A scientist has come up with a plan for a short-term solution to offset the effects of Global Warming. His answer sounds strange to me, but he's a Nobel laureate & I'm not...
Injecting sulfur into the second atmospheric layer closest to Earth would reflect more sunlight back to space and offset greenhouse gas warming, according to Nobel laureate Paul Crutzen from the Max Planck Institute for Chemistry in Germany and the Scripps Institution of Oceanography, University of California at San Diego.
Crutzen suggests carrying sulfur into the atmosphere via balloons and using artillery guns to release it, where the particles would stay for up to two years.

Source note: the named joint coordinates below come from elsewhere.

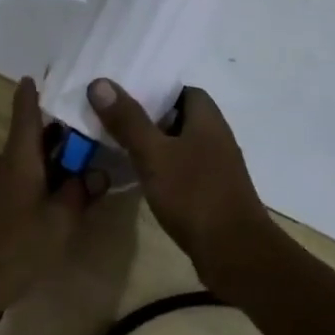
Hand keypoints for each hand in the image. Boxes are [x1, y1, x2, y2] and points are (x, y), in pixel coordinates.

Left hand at [0, 78, 104, 326]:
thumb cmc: (11, 250)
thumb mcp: (58, 224)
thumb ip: (80, 194)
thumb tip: (98, 172)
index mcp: (18, 159)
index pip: (26, 114)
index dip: (32, 94)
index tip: (36, 76)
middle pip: (29, 142)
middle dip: (56, 140)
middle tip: (88, 143)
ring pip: (21, 167)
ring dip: (45, 169)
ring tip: (74, 184)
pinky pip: (10, 188)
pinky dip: (30, 189)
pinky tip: (44, 215)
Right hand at [85, 79, 270, 291]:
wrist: (234, 252)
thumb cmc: (194, 194)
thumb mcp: (154, 155)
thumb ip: (128, 120)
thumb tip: (100, 82)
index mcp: (207, 118)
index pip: (181, 90)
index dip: (154, 89)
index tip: (123, 95)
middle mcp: (216, 136)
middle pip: (179, 116)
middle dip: (148, 117)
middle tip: (113, 119)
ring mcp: (216, 166)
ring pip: (180, 144)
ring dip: (155, 144)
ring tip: (119, 146)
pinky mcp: (212, 192)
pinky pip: (184, 168)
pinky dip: (164, 168)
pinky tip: (142, 178)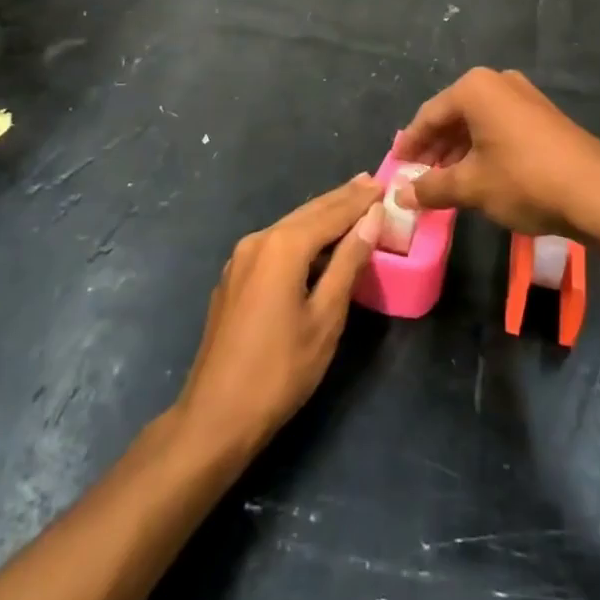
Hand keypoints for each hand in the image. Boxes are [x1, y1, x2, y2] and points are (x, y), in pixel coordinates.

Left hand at [173, 176, 382, 456]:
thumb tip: (371, 218)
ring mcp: (241, 258)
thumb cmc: (280, 370)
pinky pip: (275, 243)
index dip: (359, 200)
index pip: (331, 213)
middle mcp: (258, 240)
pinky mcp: (234, 277)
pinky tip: (317, 239)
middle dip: (341, 199)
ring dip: (322, 215)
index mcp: (283, 246)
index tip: (384, 183)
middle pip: (308, 213)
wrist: (216, 416)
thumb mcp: (325, 317)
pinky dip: (302, 235)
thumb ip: (348, 262)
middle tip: (370, 183)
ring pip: (290, 226)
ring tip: (351, 202)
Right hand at [392, 68, 599, 238]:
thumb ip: (432, 188)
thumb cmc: (524, 180)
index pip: (429, 115)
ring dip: (458, 152)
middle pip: (453, 116)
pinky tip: (478, 177)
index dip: (410, 144)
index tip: (396, 167)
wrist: (597, 191)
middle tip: (418, 178)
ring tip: (445, 183)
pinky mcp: (543, 116)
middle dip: (435, 148)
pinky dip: (483, 149)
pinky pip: (500, 128)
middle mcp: (498, 83)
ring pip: (478, 123)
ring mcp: (524, 97)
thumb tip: (401, 194)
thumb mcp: (471, 187)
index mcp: (475, 89)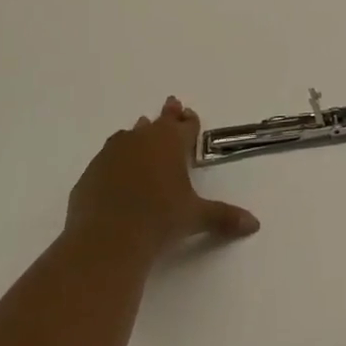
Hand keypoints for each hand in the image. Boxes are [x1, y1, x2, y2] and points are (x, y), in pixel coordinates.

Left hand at [65, 97, 259, 259]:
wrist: (106, 240)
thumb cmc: (159, 221)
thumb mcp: (196, 217)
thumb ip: (224, 217)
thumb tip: (254, 225)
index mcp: (170, 143)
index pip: (185, 126)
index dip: (190, 121)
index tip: (189, 114)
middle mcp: (141, 140)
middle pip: (158, 122)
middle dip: (167, 115)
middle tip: (172, 105)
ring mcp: (112, 154)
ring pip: (129, 135)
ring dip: (139, 133)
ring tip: (141, 131)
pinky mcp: (90, 173)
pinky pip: (107, 158)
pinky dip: (116, 159)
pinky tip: (116, 169)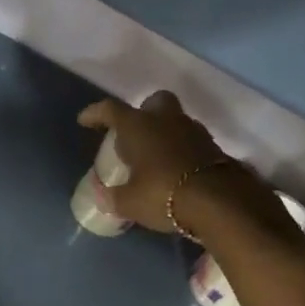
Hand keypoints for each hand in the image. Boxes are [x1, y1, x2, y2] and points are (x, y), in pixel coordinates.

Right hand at [78, 92, 277, 239]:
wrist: (219, 203)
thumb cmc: (162, 194)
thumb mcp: (129, 202)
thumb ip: (113, 197)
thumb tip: (102, 195)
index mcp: (138, 126)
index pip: (111, 110)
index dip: (96, 113)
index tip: (85, 120)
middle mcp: (166, 120)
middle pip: (154, 102)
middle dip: (143, 113)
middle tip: (134, 134)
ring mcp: (193, 131)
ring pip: (175, 121)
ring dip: (164, 133)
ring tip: (154, 158)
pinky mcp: (214, 148)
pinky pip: (191, 142)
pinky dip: (181, 150)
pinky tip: (175, 169)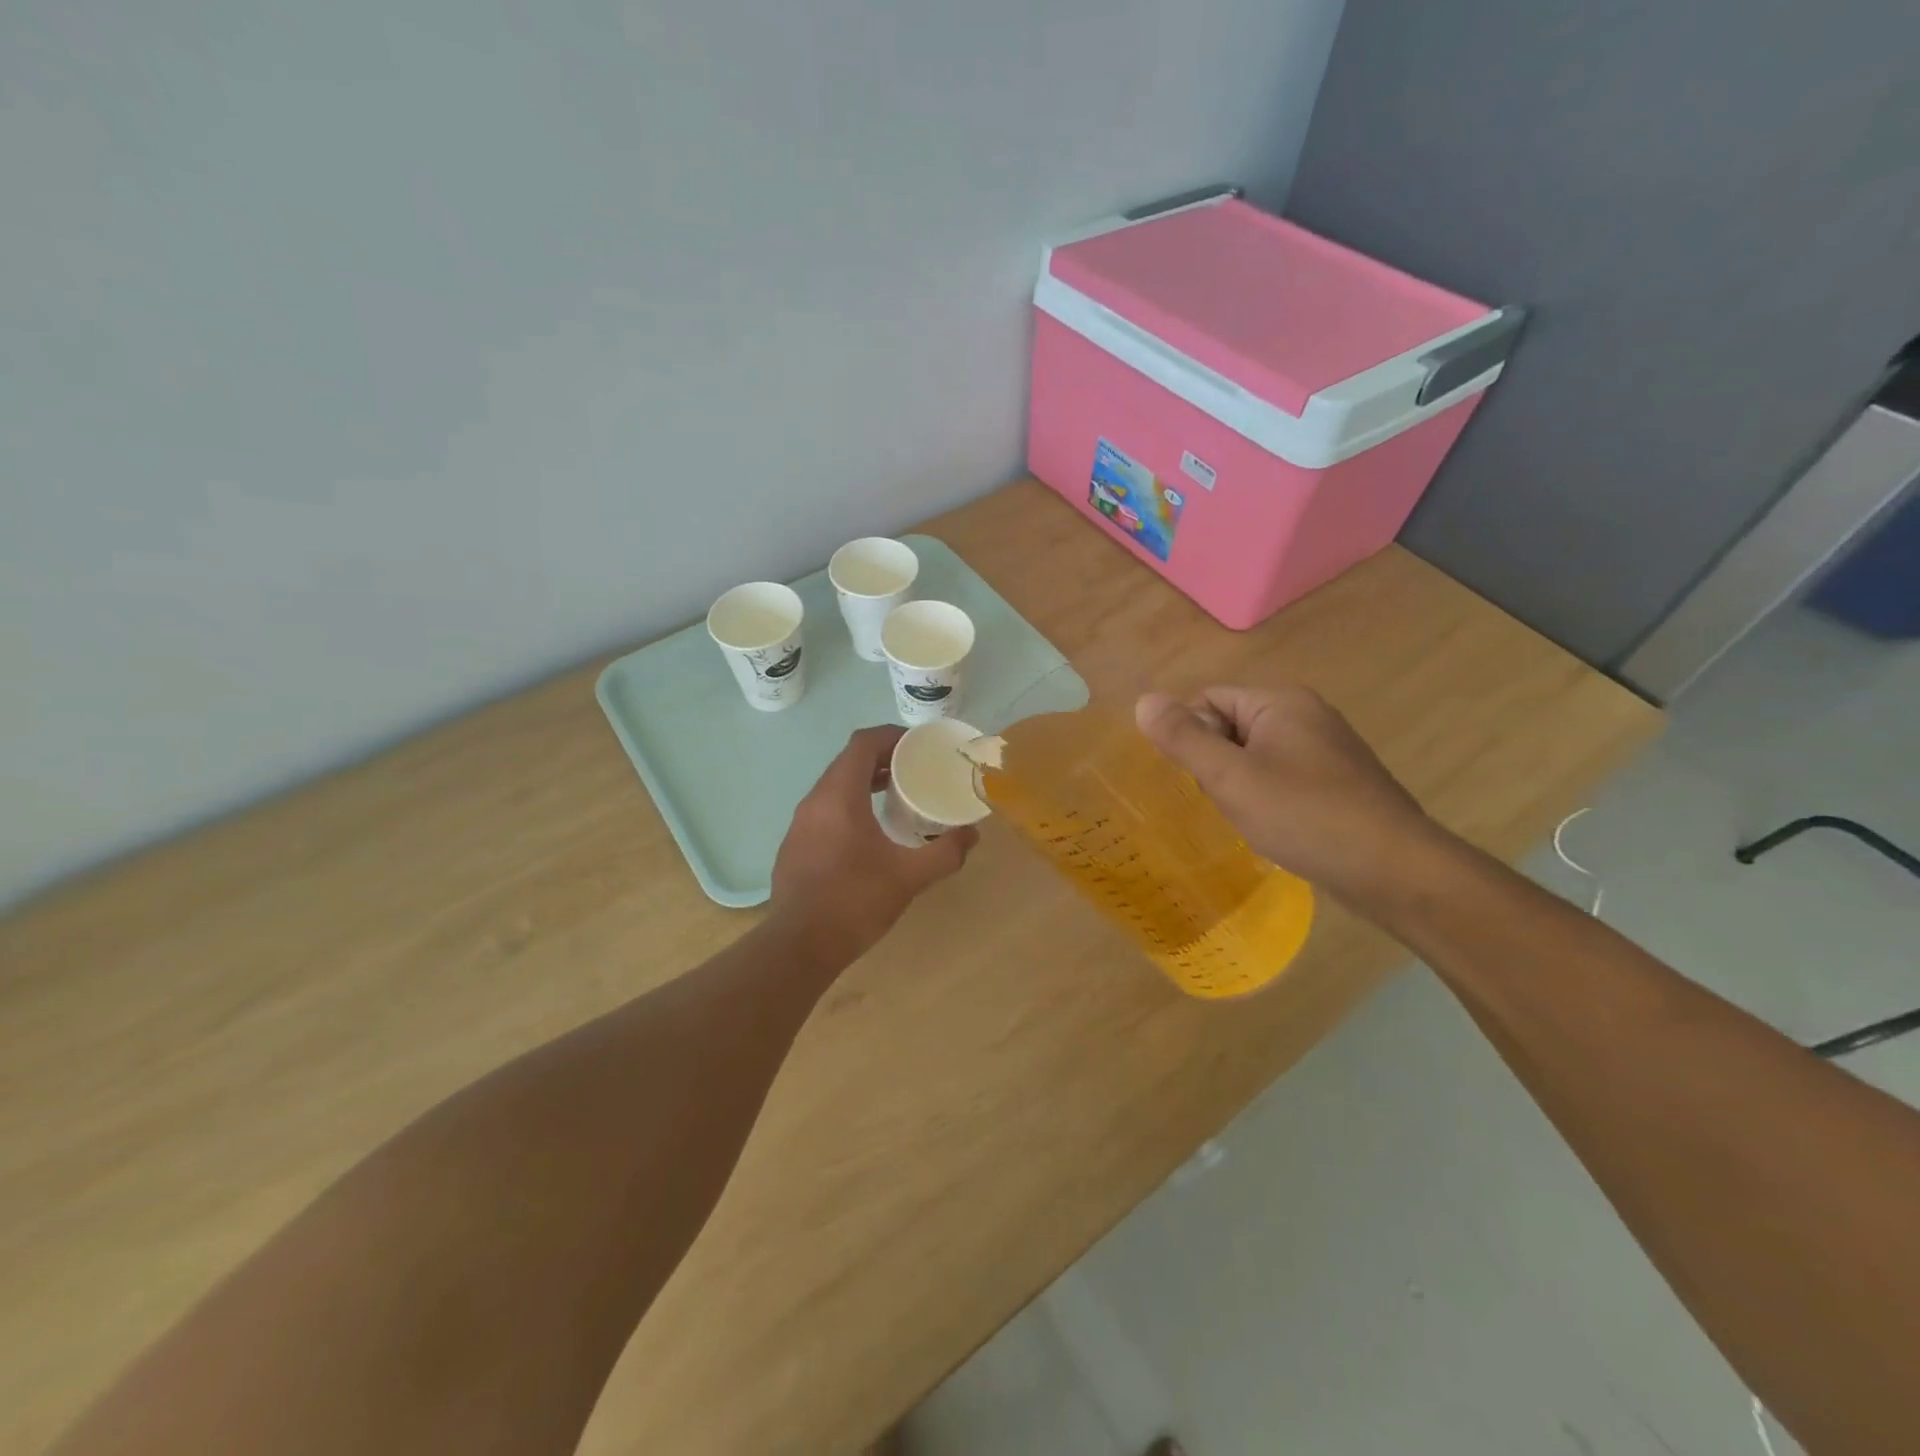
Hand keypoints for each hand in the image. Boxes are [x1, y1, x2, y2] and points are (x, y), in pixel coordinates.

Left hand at [770, 725, 979, 965]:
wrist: (799, 947)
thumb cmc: (854, 902)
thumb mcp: (909, 877)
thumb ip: (945, 853)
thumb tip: (972, 835)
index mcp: (839, 796)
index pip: (863, 744)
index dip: (892, 736)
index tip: (918, 745)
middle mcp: (814, 801)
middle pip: (848, 762)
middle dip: (882, 759)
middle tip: (914, 770)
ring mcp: (799, 824)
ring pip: (834, 787)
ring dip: (864, 782)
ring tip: (896, 796)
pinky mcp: (794, 846)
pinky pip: (824, 810)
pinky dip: (849, 806)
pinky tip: (869, 833)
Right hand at [1135, 685, 1449, 912]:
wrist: (1394, 869)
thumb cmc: (1304, 815)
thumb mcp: (1230, 776)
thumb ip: (1184, 738)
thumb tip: (1144, 700)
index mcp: (1280, 702)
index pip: (1208, 699)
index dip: (1190, 735)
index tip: (1196, 778)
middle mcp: (1306, 714)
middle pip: (1231, 726)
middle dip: (1215, 763)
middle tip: (1221, 801)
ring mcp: (1327, 749)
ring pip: (1256, 756)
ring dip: (1240, 784)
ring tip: (1245, 818)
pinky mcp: (1340, 782)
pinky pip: (1283, 777)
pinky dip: (1267, 798)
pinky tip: (1272, 827)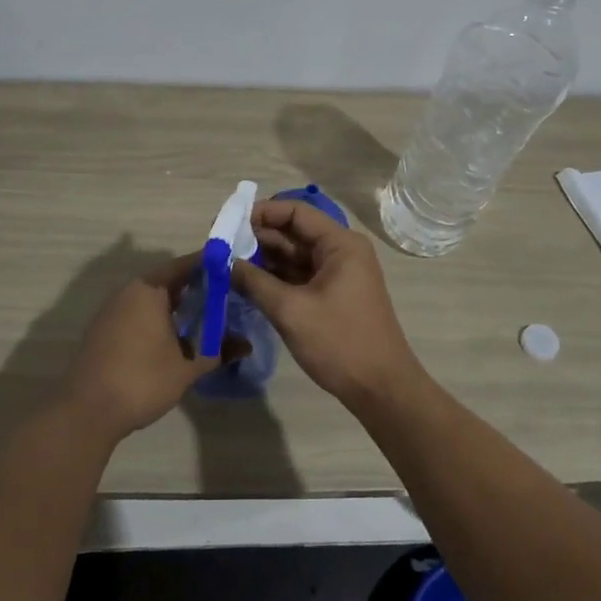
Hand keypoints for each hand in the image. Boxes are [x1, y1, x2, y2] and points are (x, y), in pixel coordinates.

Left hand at [64, 254, 221, 440]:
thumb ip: (218, 351)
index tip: (234, 272)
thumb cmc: (142, 380)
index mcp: (150, 289)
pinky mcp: (104, 329)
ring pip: (152, 298)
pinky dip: (158, 318)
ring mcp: (113, 310)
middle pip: (169, 280)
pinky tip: (174, 338)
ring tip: (205, 319)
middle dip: (197, 288)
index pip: (187, 265)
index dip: (211, 267)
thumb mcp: (187, 368)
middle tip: (226, 297)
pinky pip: (138, 313)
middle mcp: (129, 291)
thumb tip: (247, 345)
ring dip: (177, 305)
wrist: (87, 412)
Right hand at [231, 200, 422, 408]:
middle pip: (293, 233)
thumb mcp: (291, 311)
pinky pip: (299, 276)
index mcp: (340, 244)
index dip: (261, 214)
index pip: (295, 212)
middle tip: (219, 247)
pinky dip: (275, 278)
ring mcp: (338, 274)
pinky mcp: (333, 294)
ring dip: (263, 259)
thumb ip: (254, 282)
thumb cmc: (339, 342)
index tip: (227, 224)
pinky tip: (247, 283)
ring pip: (294, 256)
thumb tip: (223, 262)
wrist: (381, 388)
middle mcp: (341, 251)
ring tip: (226, 264)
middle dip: (257, 238)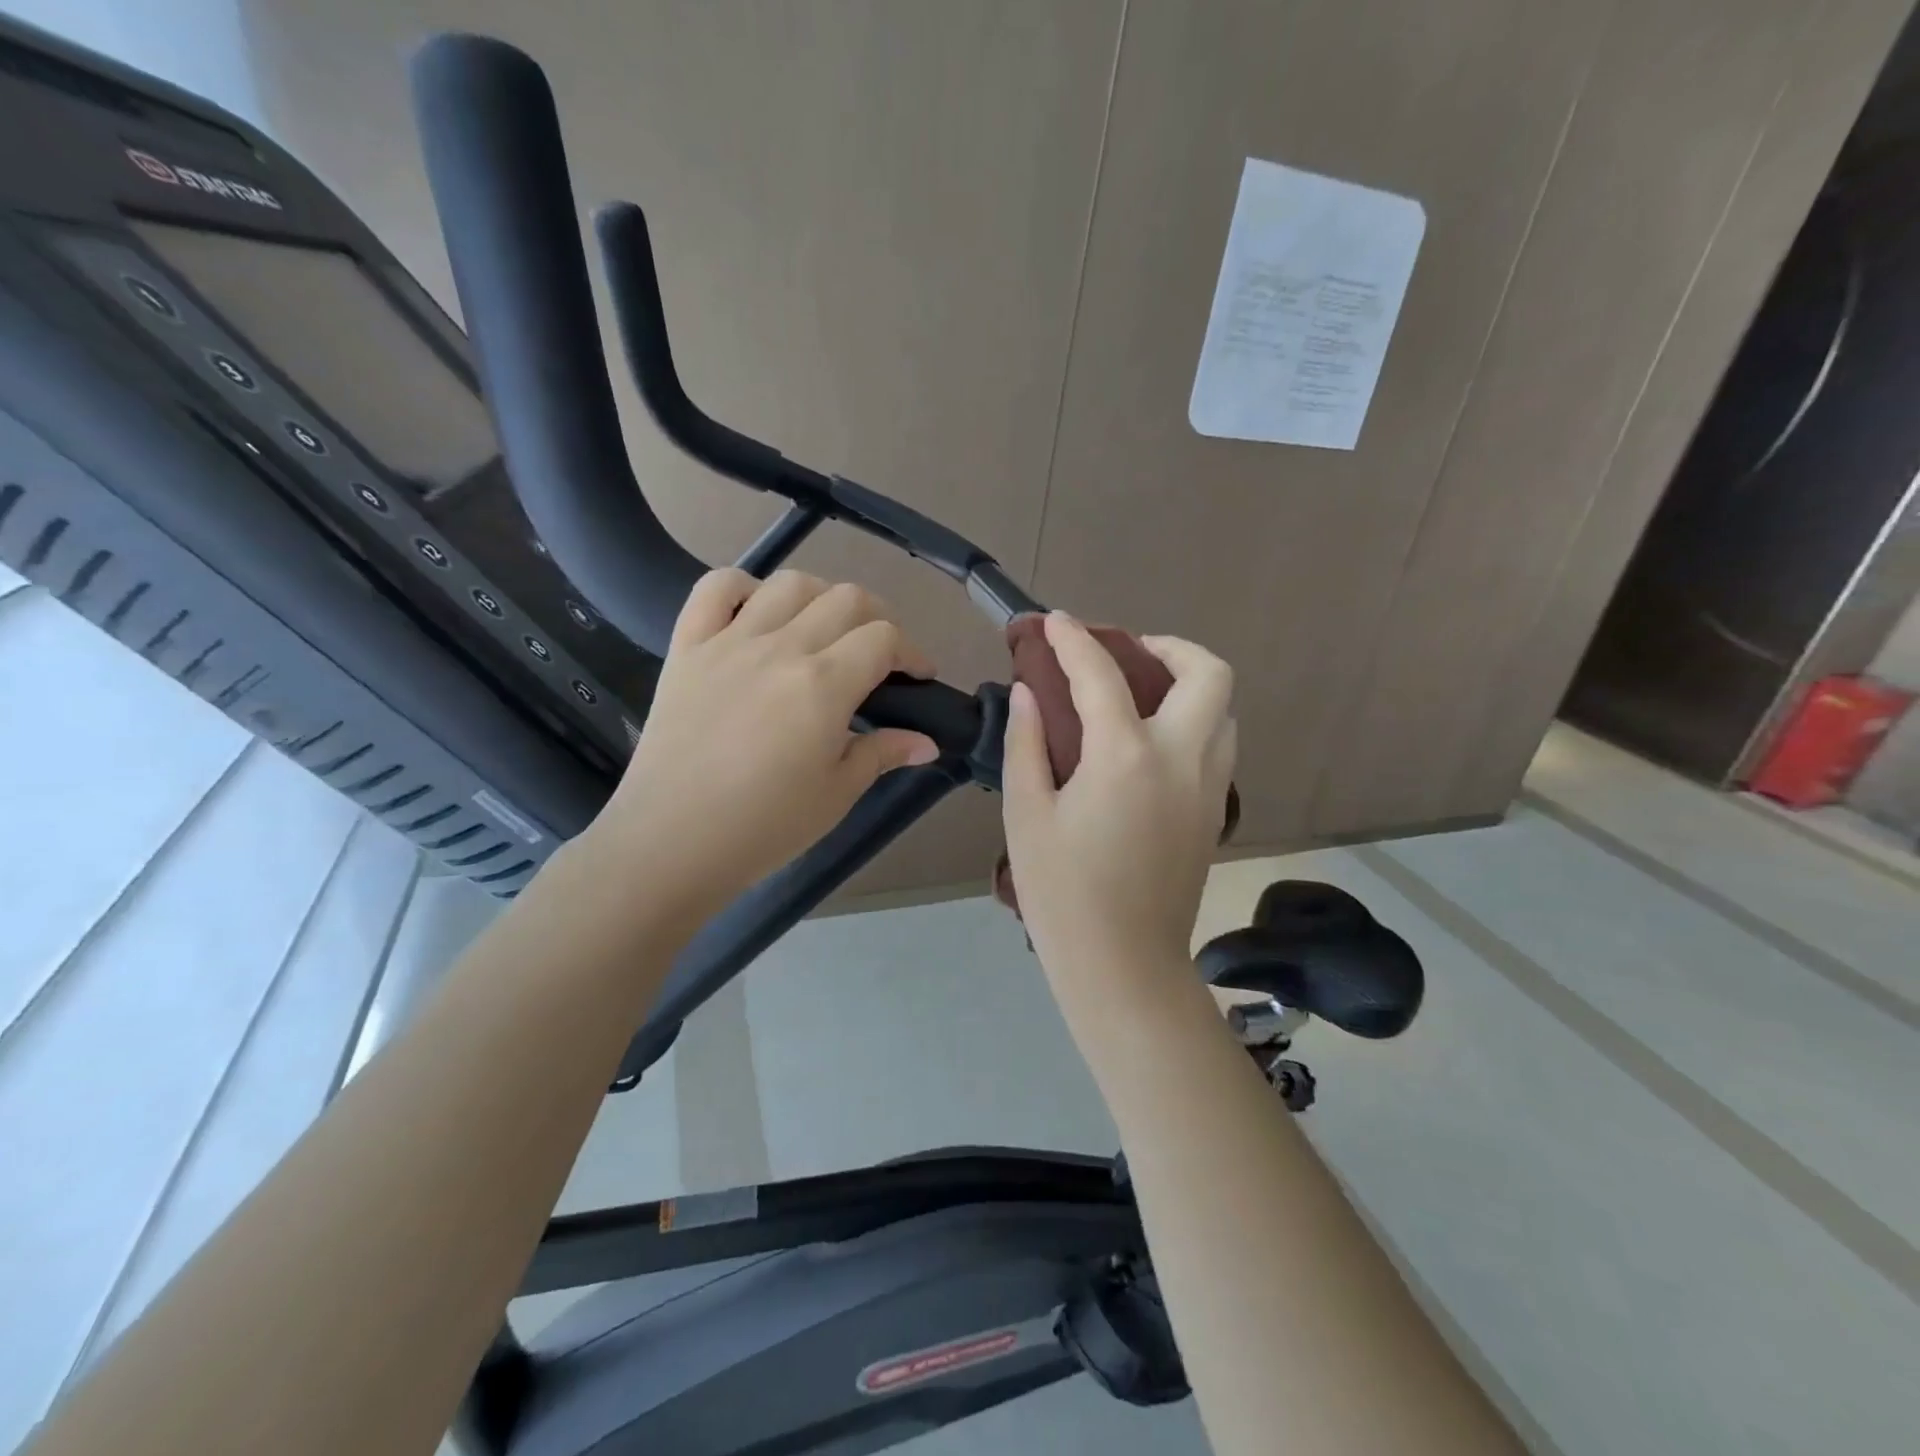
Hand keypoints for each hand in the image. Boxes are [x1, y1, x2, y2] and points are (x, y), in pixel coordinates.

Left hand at [591, 568, 938, 914]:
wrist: (671, 842)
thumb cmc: (764, 826)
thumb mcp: (837, 793)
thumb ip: (883, 754)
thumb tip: (927, 742)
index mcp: (824, 685)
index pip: (884, 639)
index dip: (912, 653)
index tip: (917, 678)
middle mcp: (781, 648)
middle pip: (846, 599)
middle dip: (879, 619)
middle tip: (880, 655)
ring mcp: (729, 641)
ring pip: (789, 584)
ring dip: (821, 597)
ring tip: (824, 629)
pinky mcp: (688, 647)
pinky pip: (714, 588)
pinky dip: (743, 587)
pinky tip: (757, 612)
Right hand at [1002, 613, 1236, 984]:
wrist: (1123, 965)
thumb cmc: (1062, 893)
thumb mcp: (1026, 815)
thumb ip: (1027, 743)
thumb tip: (1030, 694)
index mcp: (1126, 756)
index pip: (1101, 674)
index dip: (1074, 639)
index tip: (1055, 622)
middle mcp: (1182, 759)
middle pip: (1208, 673)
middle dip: (1170, 647)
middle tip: (1128, 654)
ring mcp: (1210, 787)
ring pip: (1223, 710)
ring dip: (1189, 686)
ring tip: (1142, 696)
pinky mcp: (1216, 813)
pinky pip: (1218, 746)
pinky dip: (1193, 723)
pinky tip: (1150, 745)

The results could be seen in six months.
The article compares the process to the effect a volcanic eruption has...
When Mount Pinatubo erupted in the Philippines in 1991, millions of tons of sulfur was injected into the atmosphere, enhancing reflectivity and cooling the Earth's surface by an average of 0.9 degrees Fahrenheit in the year following the eruption.
I'm not a scientist, but a couple things I have to wonder about if enough sulfur was injected into the atmosphere to cause a global effect...
- Health Consequences? - What would be the health effect on people & the rest of the biosphere to put that much sulfur into the air?
- Decrease In Sunlight? - The article compare it to Mount Pinatubo & the "nuclear winter" effect a volcano eruption has on the atmosphere. If the sulfur process blocks out sunlight, what effect would it have on plant life?
...TNT just aired an episode of Stephen King's
Nightmare & Dreamscapes based on his short-story "
The End Of The Whole Mess", which details a plan to affect the biosphere to create a better world. However, it hits a snag. Why does this plan remind me of it?